Slavoj Žižek, Les deux types de la peur de la burqa1
D’une certaine manière, tout est surface chez Ursula Döbereiner. Certains jours, lorsque je suis assis avec elle dans un café et que mon regard s’égare derrière ses lunettes de soleil en forme de throbbing-gristle d’insecte, je sens que ça cliquette. Crunch, crunch. Je l’imagine alors comme un scanner qui capture certains détails : le reflet sur une vitrine du Kottbusser Damm où il est écrit SALE, un panneau RESTPOSTEN AUS LONDON, le style étrange de quelqu’un, un motif sur une jupe, le titre d’un journal. Ursula est un scanner à la recherche de superbes looks, de certaines architectures, de certains gestes, de certains mots. Bizarrement, elle s’arrête presque toujours sur des choses bon marché, de fortune, copiées, fabriquées en masse, ou sur des choses qui ne fonctionnent plus correctement ou qui n’ont jamais fonctionné, qui sont si nombreuses ou si peu nombreuses que la plupart des gens ne les remarquent pas. Elle réagit à ces choses comme un détecteur qui se déclenche en présence de certains stimuli : un scintillement, un bruissement, la courbure d’une lettre, le toucher ou la combinaison de matériaux. En fait, elle est instantanément une machine. Une machine à burqa qui, avec l’artiste Chris Dreier, forme le groupe Burqamachines, qui se produit dans des constellations toujours différentes, très souvent avec l’auteur et performeur D. Holland-Moritz. Je ne sais pas grand-chose des autres membres temporaires du groupe, car ils sont toujours sous des burkas. Mais j’ai entendu dire qu’il s’agissait d’hommes, de femmes et d’adolescents de toutes sortes d’âges, de couleurs de peau, de religions et d’orientations sexuelles variées. Je soupçonne d’en connaître quelques-unes.

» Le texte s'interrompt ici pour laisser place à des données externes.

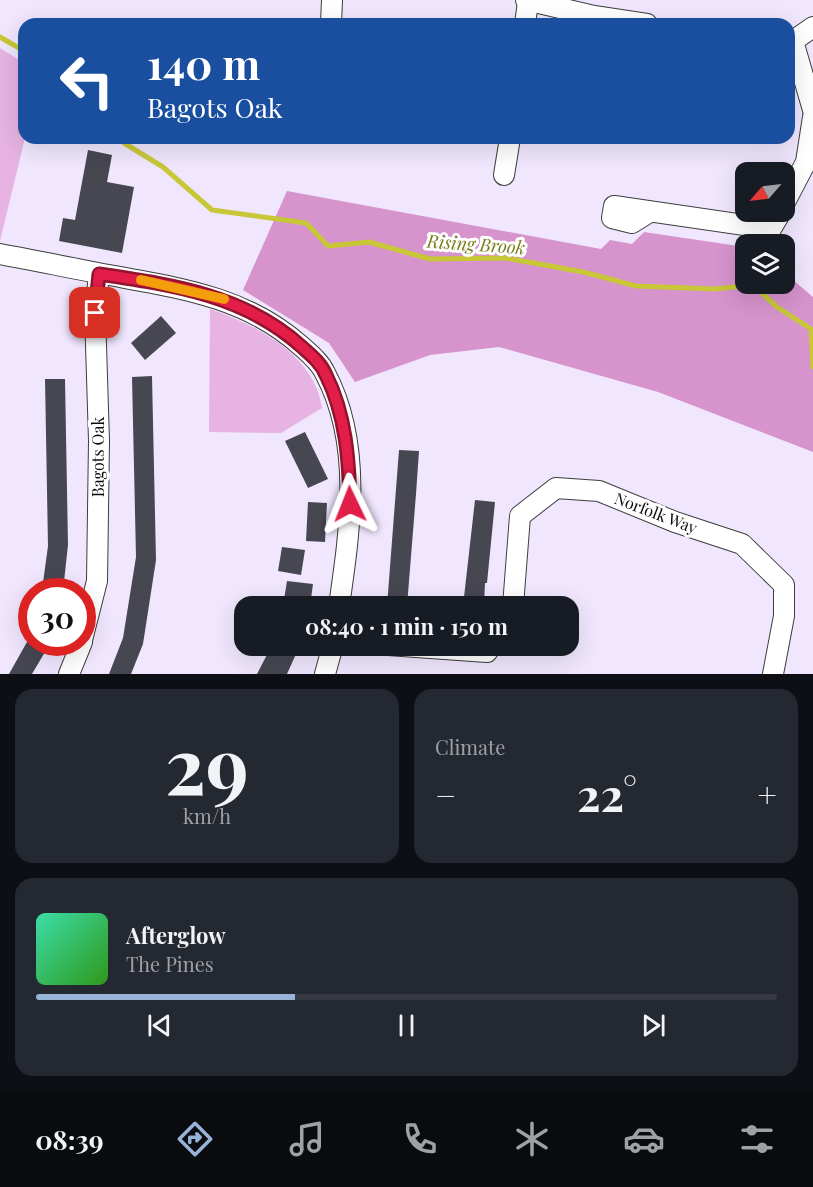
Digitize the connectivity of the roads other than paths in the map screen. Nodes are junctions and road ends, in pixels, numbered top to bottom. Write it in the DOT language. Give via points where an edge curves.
graph roads {
  1 [pos="332,0"];
  2 [pos="527,1"];
  3 [pos="331,18"];
  4 [pos="526,18"];
  5 [pos="607,18"];
  6 [pos="813,27"];
  7 [pos="795,38"];
  8 [pos="795,54"];
  9 [pos="813,110"];
  10 [pos="813,117"];
  11 [pos="509,144"];
  12 [pos="504,175"];
  13 [pos="795,183"];
  14 [pos="648,213"];
  15 [pos="775,222"];
  16 [pos="0,254"];
  17 [pos="99,274"];
  18 [pos="96,585"];
  19 [pos="340,596"];
  20 [pos="514,596"];
  21 [pos="76,656"];
  22 [pos="330,656"];
  23 [pos="69,674"];
  24 [pos="325,674"];
  25 [pos="773,674"];
  1 -- 3 [label="street"];
  2 -- 4 [label="street"];
  2 -- 5 [label="street"];
  6 -- 7 [label="street"];
  8 -- 9 [label="street"];
  10 -- 13 [label="street" via="806,162"];
  11 -- 12 [label="street"];
  14 -- 15 [label="street" via="771,230"];
  16 -- 17 [label="street"];
  17 -- 18 [label="street, Bagots Oak" via="95,313 99,441"];
  17 -- 19 [label="street" via="224,299 260,315 319,363 335,398 349,454 348,543"];
  20 -- 25 [label="street, Norfolk Way" via="520,516 556,488 599,491 742,544 784,585 784,616"];
  21 -- 23 [label="street, Bagots Oak"];
  22 -- 24 [label="street"];
}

J’ai été très déstabilisé lorsque j’ai vu le groupe pour la première fois à SEPTEMBER, où ils se sont produits en 2010 dans le cadre de l’exposition « Thema Frau ». À l’époque, ils s’appelaient Burqarettes - deux personnages enveloppés dans des burkas noires et brillantes avec une guitare électrique, des samplers, un kaoss pad et des synthétiseurs qui innondaient la galerie de sons industriels et électro assourdissants. Pendant la performance, plusieurs porteur·euse·s de burqa bleue les ont rejoints. Je me tenais au bar. Une voix sous l’une des burkas bleues m’a dit « bonjour » suivi d’un petit ricanement. Embarrassé, je lui ai proposé un verre de prosecco en bégayant : « Mais tu ne veux certainement pas ça ». C’était complètement bizarre. Je pensais non seulement à l’interdiction d’alcool pour les musulman·e·s, mais aussi à la difficulté de boire sous ce vêtement. Mon interlocuteur n’a pas répondu. Là où je m’attendais à une personne, à un regard, je n’ai rencontré qu’une surface. La burqa s’est envolée sans bruit, me laissant rougissant.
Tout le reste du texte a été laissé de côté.